Visiting L’Aquila yesterday for the fourth time in the last six days, Italian prime minister Silvio Berlusconi suggested the “period of emergency” was over and that now all forces must be concentrated on the reconstruction process. Finance ministry sources estimate that it will cost between €4 and €5 billion to repair the major infrastructural damage done to the region, and to rehouse the estimated 55,000 homeless, now living either in Adriatic coast hotels or in the 106 tented villages.
A special government cabinet meeting, due to take place in L’Aquila next week, is expected to provide details of how the emergency funds will be raised. Proposals include a special tax, a special lottery, or the reallocation of existing income taxes.
The prime minister said the process of assessing all the damaged houses and buildings had already begun. Some 1,049 buildings have already been inspected by construction experts, he said, and it would take probably two months to assess all the buildings hit by the earthquake.
Only then would it be possible to calculate how many people could return to those houses that have been left standing, albeit partially damaged.
Meanwhile, the public prosecutor’s office confirmed on Saturday that it had opened an investigation into the earthquake, which occurred last Thursday, at a time when most of the magistrates were working without an office and still sleeping in their cars.

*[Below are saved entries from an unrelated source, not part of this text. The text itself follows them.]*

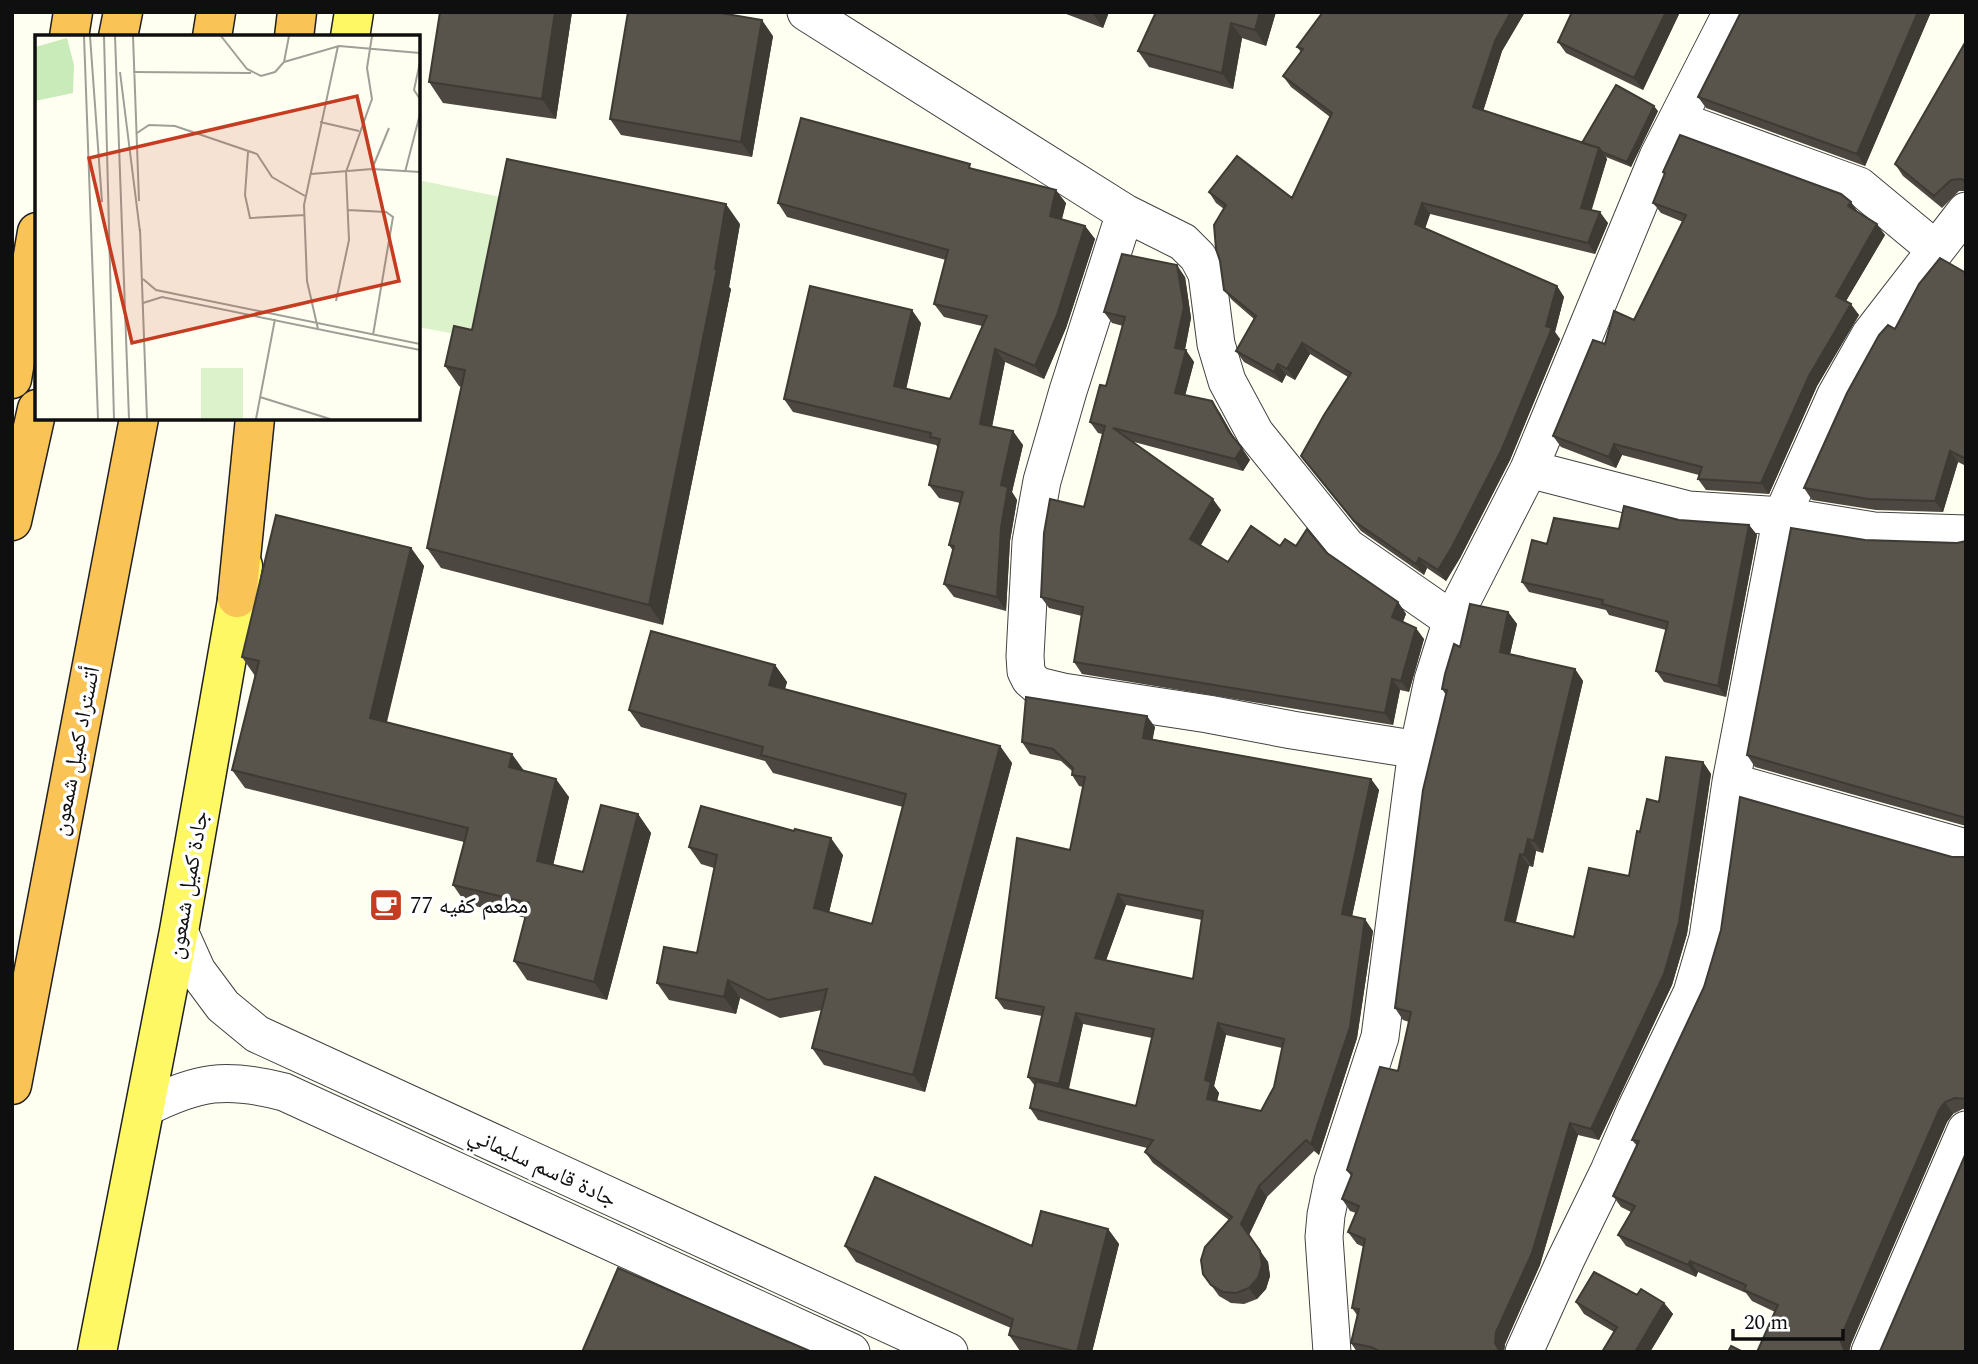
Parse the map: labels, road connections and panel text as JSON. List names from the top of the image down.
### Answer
{
  "streets": {
    "highway": ["أتستراد كميل شمعون"],
    "main road": ["جادة كميل شمعون"],
    "street": ["جادة قاسم سليماني"]
  },
  "crossings": [
    ["جادة كميل شمعون", "جادة قاسم سليماني"]
  ],
  "places": {
    "cafe": ["مطعم كفيه 77"]
  },
  "scale_bar": "20 m"
}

Mr Rossini confirmed on Saturday that his investigation would focus on the widespread speculation that many of those buildings that collapsed had been built with poor quality products (such as sea sand) and without due regard for the legal requirements for building in an earthquake-prone zone such as Abruzzo.

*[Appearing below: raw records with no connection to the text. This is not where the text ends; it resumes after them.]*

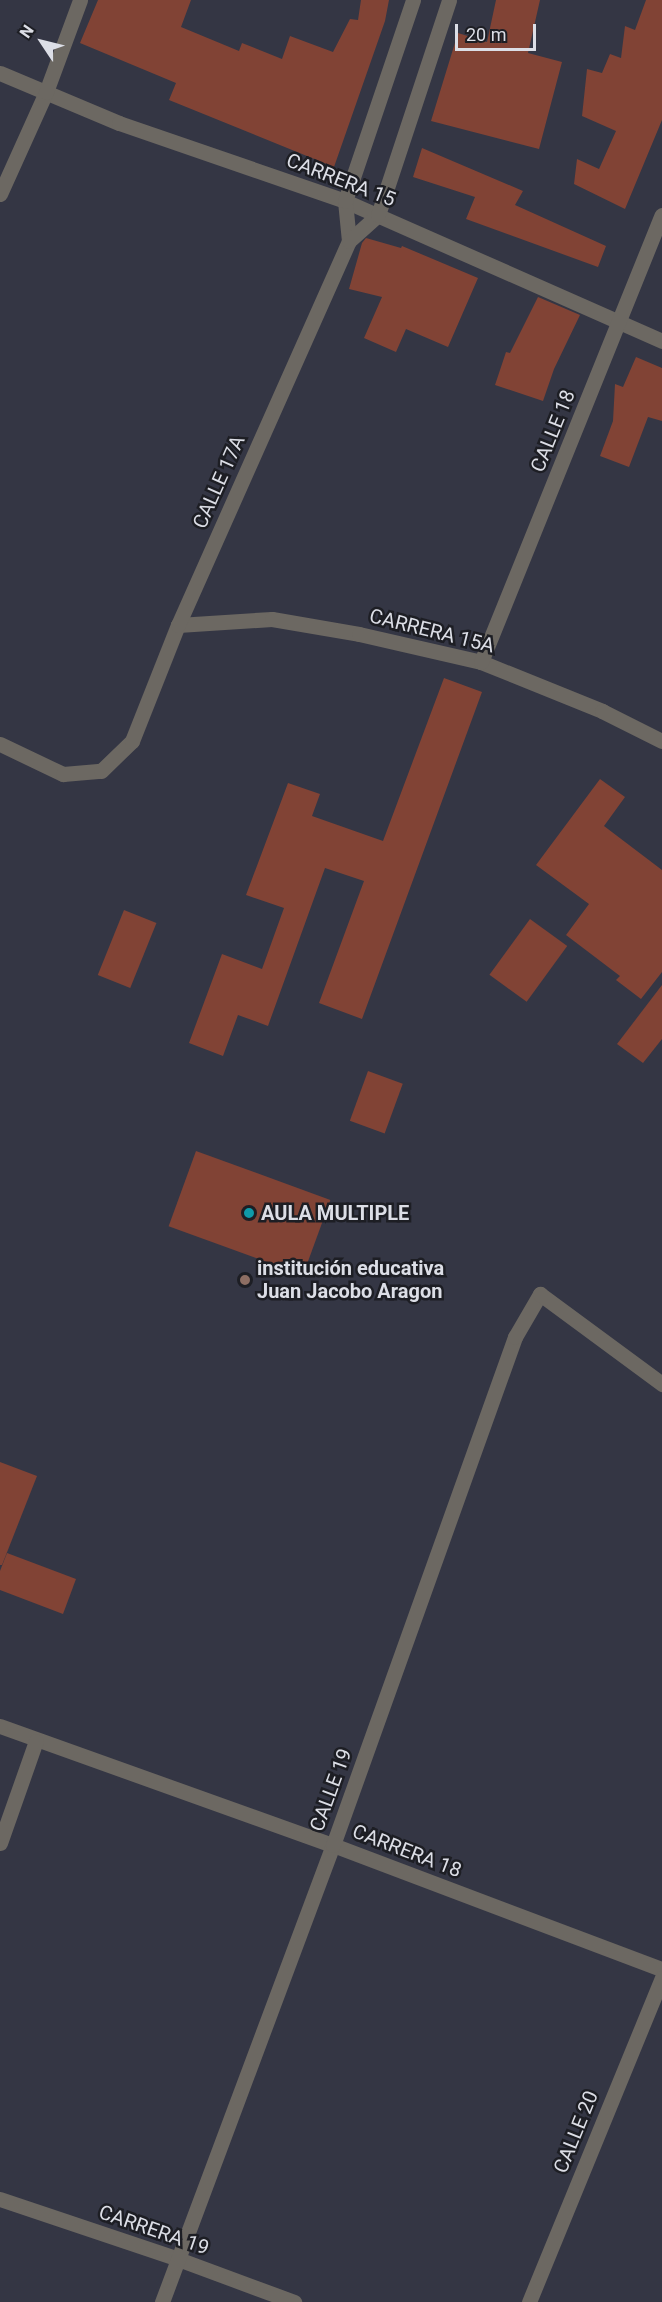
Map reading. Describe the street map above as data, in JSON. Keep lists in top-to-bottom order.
{
  "streets": {
    "street": [
      "CARRERA 15",
      "CALLE 18",
      "CALLE 17A",
      "CARRERA 15A",
      "CALLE 19",
      "CARRERA 18",
      "CALLE 20",
      "CARRERA 19"
    ]
  },
  "crossings": [
    ["CARRERA 15", "CALLE 18"],
    ["CARRERA 15", "CALLE 17A"],
    ["CALLE 18", "CARRERA 15A"],
    ["CALLE 17A", "CARRERA 15A"],
    ["CALLE 19", "CARRERA 18"],
    ["CALLE 19", "CARRERA 19"]
  ],
  "places": ["AULA MULTIPLE", "institución educativa Juan Jacobo Aragon"],
  "scale_bar": "20 m",
  "north": "top left"
}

The prosecutor’s office has already enlisted the help of two L’Aquila university professors, whose task will be to assess the collapsed buildings.
The experts in question are believed to have already examined three of the most controversial public buildings in the city, namely the student residence where 20 students died, the public prosecutor’s own offices and the San Salvatore hospital, which was opened only nine years ago but which suffered such serious damage that two babies were killed in the paediatric unit, while the hospital itself had to be abandoned.